▶ **Stored data**:
:::
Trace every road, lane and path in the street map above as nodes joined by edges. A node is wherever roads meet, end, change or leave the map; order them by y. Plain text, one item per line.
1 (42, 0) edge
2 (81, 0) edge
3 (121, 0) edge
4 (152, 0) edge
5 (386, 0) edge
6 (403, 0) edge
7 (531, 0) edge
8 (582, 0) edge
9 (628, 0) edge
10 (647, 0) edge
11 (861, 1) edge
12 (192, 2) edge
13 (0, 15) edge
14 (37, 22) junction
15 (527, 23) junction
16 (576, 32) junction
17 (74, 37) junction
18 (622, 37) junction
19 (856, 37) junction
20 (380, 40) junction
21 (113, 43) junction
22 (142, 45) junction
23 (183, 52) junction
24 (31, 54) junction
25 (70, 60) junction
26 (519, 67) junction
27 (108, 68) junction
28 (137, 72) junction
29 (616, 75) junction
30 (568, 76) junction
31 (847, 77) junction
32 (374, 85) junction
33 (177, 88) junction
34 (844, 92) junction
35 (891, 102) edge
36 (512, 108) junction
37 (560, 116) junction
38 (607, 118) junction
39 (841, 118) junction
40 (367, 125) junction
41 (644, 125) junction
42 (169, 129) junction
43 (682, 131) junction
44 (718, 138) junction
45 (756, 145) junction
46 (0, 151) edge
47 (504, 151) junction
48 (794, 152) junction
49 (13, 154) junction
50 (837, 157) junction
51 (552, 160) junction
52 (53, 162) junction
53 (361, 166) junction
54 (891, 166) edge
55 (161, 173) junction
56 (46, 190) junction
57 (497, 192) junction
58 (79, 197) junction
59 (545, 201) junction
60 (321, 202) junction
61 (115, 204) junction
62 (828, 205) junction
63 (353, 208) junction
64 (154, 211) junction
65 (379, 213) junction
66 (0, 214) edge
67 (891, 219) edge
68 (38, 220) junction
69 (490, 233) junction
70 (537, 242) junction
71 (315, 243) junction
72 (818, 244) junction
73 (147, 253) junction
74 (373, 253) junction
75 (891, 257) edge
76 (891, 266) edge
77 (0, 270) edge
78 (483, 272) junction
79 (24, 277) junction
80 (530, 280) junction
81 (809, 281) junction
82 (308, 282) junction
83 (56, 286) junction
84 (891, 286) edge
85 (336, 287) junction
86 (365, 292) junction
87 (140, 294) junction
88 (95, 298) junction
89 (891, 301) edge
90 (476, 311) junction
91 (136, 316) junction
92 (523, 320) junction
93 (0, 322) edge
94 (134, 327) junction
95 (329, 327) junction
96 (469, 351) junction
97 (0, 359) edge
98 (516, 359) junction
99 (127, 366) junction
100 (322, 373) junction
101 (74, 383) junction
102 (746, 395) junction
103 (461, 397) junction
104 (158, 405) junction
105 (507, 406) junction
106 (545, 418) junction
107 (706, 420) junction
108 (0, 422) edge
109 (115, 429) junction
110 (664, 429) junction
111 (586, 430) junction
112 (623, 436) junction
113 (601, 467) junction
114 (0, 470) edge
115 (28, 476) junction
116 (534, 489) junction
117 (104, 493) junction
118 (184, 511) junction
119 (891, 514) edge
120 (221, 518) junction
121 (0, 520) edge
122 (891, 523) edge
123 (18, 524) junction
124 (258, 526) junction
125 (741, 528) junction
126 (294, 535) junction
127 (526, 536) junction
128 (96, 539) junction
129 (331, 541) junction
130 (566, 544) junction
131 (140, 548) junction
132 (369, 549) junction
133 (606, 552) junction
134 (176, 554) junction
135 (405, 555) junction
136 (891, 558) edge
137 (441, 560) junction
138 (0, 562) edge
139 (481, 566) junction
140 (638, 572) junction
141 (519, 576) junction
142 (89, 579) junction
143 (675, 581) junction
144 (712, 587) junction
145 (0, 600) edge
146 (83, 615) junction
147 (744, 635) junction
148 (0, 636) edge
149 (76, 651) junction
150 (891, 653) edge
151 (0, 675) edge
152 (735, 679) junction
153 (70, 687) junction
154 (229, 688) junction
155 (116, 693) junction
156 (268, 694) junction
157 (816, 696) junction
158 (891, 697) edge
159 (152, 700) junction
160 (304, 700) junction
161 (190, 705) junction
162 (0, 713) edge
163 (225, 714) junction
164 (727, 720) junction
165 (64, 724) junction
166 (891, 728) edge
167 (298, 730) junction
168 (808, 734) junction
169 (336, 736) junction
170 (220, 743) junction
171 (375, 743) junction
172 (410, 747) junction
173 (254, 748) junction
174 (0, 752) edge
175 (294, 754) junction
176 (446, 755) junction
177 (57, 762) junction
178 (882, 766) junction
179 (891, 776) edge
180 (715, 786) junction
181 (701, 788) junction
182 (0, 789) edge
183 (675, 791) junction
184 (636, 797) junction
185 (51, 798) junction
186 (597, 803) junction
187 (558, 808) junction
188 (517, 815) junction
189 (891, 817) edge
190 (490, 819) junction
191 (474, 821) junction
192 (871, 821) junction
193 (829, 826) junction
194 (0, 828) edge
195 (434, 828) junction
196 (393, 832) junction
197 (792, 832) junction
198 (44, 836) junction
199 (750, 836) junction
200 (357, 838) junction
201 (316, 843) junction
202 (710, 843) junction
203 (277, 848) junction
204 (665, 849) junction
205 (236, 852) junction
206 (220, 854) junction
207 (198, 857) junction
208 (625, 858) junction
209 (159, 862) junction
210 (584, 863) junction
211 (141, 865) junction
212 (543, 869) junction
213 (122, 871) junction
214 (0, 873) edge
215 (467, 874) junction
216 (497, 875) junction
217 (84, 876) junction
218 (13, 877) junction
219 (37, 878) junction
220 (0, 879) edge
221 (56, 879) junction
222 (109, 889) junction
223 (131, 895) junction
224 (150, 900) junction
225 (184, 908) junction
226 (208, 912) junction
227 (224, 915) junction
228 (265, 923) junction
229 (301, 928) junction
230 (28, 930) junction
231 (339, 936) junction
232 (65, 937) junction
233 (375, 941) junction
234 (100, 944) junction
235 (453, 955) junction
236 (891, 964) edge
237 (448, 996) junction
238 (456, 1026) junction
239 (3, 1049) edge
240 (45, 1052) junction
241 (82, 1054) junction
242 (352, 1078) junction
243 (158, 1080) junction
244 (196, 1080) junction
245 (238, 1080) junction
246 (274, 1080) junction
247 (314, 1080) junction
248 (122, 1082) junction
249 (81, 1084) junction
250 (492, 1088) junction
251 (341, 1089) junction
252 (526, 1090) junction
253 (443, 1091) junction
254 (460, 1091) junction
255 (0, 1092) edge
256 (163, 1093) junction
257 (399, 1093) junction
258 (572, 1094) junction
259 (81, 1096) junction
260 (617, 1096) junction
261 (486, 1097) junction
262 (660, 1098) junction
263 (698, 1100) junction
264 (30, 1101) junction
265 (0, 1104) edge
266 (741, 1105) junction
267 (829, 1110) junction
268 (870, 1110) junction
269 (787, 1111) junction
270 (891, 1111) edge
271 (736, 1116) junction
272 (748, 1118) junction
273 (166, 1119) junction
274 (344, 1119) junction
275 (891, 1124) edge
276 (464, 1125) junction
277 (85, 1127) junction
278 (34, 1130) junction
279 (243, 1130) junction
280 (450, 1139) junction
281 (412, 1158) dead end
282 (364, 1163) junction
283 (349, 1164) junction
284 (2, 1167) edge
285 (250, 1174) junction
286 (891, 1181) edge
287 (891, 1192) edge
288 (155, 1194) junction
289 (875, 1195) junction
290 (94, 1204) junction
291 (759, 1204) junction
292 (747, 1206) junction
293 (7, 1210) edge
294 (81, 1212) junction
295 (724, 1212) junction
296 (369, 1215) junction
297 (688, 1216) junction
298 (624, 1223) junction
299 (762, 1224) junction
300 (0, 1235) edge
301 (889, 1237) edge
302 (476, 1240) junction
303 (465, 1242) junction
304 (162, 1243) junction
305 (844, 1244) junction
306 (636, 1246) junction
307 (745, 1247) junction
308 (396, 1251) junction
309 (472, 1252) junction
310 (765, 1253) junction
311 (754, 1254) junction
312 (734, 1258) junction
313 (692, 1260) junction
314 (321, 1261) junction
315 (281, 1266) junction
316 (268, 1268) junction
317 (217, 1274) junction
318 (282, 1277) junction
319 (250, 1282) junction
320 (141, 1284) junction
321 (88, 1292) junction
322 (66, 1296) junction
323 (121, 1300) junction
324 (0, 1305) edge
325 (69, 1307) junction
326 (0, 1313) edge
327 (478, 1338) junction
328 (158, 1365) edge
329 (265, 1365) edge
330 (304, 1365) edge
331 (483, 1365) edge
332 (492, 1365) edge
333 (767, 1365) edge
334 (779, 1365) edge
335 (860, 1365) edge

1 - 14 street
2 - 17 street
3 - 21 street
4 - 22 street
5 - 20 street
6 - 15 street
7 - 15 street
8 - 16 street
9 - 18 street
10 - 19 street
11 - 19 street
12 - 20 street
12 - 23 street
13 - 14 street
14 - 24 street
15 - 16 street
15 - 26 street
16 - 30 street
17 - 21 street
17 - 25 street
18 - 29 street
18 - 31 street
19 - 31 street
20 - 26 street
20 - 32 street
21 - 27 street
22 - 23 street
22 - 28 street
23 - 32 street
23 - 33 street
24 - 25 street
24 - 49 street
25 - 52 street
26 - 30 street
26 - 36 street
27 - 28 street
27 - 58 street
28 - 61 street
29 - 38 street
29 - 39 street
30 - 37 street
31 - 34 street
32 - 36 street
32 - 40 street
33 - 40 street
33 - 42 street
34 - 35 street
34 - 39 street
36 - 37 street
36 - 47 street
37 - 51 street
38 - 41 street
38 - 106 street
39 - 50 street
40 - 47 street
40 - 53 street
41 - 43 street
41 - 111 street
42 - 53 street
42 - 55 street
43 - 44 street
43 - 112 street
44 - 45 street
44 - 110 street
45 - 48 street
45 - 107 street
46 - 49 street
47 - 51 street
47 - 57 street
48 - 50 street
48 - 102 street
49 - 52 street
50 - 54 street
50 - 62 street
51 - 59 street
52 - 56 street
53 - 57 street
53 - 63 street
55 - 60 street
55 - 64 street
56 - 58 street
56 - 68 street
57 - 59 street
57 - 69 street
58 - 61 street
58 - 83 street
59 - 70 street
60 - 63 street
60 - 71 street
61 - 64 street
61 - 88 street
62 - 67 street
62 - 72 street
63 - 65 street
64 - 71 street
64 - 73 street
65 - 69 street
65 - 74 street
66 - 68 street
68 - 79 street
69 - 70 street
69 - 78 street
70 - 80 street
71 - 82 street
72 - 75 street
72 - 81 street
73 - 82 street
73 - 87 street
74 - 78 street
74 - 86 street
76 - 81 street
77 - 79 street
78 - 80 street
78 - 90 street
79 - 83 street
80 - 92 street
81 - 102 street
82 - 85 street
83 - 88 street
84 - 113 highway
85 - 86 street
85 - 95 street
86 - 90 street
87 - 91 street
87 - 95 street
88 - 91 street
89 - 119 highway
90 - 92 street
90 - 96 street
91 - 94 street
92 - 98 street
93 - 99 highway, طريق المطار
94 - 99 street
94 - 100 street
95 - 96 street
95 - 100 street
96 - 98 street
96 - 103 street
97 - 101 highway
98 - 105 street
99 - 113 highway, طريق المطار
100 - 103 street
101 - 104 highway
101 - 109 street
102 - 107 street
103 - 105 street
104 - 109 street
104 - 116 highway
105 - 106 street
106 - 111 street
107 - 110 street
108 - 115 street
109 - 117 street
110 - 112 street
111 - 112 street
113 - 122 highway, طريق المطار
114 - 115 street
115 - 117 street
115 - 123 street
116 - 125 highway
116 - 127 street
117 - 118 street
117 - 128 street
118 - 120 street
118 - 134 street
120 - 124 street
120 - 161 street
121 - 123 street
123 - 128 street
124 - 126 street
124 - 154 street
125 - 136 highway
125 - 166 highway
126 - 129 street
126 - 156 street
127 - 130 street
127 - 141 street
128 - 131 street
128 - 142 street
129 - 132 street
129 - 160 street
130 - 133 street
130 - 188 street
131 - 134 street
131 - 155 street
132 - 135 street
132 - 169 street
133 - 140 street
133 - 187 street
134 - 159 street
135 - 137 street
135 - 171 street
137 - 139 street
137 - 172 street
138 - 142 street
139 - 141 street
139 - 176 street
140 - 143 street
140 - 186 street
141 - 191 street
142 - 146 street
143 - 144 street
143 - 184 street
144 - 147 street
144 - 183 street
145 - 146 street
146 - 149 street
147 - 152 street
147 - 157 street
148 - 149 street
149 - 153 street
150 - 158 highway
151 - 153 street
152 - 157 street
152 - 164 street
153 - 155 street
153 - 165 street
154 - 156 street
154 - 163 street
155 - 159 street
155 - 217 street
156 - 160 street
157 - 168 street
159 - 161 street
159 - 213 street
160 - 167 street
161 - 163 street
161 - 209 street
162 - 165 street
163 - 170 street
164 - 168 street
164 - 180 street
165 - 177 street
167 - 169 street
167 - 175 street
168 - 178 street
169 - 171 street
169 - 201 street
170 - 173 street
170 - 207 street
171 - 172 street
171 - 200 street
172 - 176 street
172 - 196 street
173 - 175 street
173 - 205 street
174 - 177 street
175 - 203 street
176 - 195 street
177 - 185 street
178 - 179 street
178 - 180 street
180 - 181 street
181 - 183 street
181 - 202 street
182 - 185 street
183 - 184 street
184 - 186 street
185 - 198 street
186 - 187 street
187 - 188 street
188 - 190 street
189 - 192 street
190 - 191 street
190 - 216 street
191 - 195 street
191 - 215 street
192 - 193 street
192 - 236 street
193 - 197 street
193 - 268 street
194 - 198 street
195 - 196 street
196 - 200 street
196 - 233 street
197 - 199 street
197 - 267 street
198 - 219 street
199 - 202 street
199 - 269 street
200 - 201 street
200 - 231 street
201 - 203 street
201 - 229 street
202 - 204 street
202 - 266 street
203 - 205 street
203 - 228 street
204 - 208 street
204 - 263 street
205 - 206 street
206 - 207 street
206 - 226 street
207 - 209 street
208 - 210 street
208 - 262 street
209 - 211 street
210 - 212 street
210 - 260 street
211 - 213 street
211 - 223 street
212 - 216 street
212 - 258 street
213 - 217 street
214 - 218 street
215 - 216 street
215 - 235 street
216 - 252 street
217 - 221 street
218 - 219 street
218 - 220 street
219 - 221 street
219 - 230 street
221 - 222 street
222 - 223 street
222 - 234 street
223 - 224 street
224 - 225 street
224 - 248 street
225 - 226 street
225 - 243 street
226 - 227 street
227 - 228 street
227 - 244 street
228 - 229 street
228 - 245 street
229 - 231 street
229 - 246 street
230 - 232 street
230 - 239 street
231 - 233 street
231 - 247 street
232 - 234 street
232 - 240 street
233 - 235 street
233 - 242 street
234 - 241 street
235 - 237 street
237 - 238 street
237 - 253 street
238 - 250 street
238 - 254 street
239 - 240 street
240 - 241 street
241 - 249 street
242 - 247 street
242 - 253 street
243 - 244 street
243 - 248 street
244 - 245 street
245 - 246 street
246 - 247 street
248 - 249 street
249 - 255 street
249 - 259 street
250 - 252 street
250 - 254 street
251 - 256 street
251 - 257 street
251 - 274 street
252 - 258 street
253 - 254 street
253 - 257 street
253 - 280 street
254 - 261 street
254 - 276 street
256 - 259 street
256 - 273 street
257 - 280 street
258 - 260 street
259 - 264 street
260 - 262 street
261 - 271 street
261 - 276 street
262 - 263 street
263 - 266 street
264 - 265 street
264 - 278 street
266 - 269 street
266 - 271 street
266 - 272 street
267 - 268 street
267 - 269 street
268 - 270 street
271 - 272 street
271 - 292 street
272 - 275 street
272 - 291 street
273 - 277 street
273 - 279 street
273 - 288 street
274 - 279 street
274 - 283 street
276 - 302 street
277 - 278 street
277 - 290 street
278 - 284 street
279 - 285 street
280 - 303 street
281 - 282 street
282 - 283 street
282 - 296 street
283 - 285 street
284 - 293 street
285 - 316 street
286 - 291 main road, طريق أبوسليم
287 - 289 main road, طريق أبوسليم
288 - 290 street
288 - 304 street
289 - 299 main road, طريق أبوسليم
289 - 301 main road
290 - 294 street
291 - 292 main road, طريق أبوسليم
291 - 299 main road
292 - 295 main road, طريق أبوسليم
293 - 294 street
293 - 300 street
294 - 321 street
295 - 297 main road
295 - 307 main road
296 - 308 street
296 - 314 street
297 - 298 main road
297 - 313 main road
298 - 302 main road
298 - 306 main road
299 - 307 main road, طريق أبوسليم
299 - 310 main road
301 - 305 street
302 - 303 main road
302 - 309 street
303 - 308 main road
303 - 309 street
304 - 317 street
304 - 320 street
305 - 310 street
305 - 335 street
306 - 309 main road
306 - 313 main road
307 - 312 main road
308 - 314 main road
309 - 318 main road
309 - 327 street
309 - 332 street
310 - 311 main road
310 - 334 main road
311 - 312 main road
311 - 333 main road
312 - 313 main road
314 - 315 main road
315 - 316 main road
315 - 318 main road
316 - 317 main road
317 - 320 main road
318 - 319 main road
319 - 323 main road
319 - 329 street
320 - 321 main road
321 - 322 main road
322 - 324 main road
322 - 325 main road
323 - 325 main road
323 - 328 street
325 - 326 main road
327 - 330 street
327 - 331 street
:::
Each line of the entries holding the string "طريق" should be found and copied.

▶ **Task result**:
93 - 99 highway, طريق المطار
99 - 113 highway, طريق المطار
113 - 122 highway, طريق المطار
286 - 291 main road, طريق أبوسليم
287 - 289 main road, طريق أبوسليم
289 - 299 main road, طريق أبوسليم
291 - 292 main road, طريق أبوسليم
292 - 295 main road, طريق أبوسليم
299 - 307 main road, طريق أبوسليم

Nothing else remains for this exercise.